In speech synthesis there is a notion called phonetically balanced corpus, in case of speech recognition does that notion hold any value, i mean if i try to record those sentences with different phonemes rathen that similar phonemes will it increase my accuracy. If so is there any automated way or algorithm to find out the suitable sentences from text corpus.
These days the preference is to collect more data than to spend time on balancing corpus. Such approach is both more efficient and allows you to avoid shortcomings of hand-prepared data. So you do not need any phonetic balance, you just need more data. You can get it from the books, podcasts, tv shows and so on.
How can i generalise the regional bias(accent) so that the accuracy improves.
It is still an open question on how to support regional accents efficiently. There is no good solution, you can just use more data.

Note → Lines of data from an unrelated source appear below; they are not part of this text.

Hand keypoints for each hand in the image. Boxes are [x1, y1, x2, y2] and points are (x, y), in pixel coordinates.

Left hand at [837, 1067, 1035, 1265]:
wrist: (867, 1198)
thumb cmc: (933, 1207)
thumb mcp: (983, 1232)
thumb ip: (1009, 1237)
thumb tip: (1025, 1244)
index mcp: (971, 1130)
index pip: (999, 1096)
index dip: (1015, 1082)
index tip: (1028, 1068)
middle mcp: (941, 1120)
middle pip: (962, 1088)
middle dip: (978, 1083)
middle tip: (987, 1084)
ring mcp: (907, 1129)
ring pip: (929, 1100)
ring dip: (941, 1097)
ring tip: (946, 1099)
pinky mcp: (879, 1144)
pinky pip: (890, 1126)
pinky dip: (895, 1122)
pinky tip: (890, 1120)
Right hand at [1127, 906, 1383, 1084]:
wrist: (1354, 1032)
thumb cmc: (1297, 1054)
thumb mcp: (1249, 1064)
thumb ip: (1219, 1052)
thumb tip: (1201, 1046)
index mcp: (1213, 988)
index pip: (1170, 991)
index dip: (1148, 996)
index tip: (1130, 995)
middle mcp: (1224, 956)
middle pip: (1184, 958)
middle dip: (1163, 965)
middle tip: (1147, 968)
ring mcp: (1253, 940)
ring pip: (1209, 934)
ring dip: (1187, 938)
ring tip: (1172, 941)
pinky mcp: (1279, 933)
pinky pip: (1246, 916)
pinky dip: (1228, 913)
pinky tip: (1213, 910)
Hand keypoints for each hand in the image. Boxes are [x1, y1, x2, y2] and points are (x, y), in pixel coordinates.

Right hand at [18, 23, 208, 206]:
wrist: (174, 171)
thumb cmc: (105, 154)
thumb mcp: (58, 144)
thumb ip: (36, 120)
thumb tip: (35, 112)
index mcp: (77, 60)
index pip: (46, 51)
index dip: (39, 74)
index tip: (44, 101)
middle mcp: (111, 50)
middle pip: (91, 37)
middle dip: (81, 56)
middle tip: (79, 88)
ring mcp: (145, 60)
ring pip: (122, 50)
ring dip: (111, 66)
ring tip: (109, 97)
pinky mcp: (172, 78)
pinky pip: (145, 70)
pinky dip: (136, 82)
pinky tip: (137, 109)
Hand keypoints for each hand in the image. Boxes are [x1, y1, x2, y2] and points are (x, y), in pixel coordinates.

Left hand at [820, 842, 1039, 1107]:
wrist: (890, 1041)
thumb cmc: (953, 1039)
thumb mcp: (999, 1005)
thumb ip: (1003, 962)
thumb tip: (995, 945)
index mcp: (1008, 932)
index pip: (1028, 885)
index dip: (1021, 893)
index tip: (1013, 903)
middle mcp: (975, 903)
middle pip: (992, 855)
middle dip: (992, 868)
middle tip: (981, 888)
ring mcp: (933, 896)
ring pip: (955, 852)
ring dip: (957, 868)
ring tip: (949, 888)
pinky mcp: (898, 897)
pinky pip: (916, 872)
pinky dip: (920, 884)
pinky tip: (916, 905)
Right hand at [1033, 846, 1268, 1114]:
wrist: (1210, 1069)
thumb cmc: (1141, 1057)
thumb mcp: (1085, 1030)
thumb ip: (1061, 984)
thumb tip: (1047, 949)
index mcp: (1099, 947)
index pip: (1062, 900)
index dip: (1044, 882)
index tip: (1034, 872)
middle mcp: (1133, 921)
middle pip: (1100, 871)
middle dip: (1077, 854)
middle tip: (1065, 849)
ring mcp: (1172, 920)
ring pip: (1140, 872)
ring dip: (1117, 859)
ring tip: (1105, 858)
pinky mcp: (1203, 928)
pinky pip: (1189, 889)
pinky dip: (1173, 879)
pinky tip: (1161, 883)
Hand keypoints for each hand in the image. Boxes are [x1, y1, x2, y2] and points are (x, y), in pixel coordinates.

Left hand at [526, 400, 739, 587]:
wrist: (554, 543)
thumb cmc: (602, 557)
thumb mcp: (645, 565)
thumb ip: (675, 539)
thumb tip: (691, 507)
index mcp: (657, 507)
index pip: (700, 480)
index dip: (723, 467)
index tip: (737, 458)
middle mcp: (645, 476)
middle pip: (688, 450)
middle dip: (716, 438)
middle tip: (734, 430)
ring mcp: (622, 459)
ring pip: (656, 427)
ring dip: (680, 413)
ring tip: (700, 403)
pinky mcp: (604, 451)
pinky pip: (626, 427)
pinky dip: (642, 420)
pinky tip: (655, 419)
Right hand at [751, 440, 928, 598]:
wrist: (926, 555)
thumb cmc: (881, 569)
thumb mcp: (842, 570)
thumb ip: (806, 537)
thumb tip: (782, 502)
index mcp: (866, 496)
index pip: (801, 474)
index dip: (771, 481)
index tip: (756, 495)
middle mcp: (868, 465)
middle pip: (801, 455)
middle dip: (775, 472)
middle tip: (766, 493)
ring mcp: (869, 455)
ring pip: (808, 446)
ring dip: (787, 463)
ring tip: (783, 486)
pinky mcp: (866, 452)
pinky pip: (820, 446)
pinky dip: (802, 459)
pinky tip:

If you would like to refer to this comment somewhere else in this project, copy and paste the following link:
can we not add noise to the sound later, i think i asked you this question before in another question. I mean is such a thing possible. It is because i can not record in all kinds of noisy environment. My idea is to mask the sound with noise data to make it more robust.
there are many papers that say similar things. But as we do not have enough experience we have no idea if the techniques described are practically attainable.
NB:the idea came to me after i saw a paper of google which added carefully selected noise for their image recognition engine.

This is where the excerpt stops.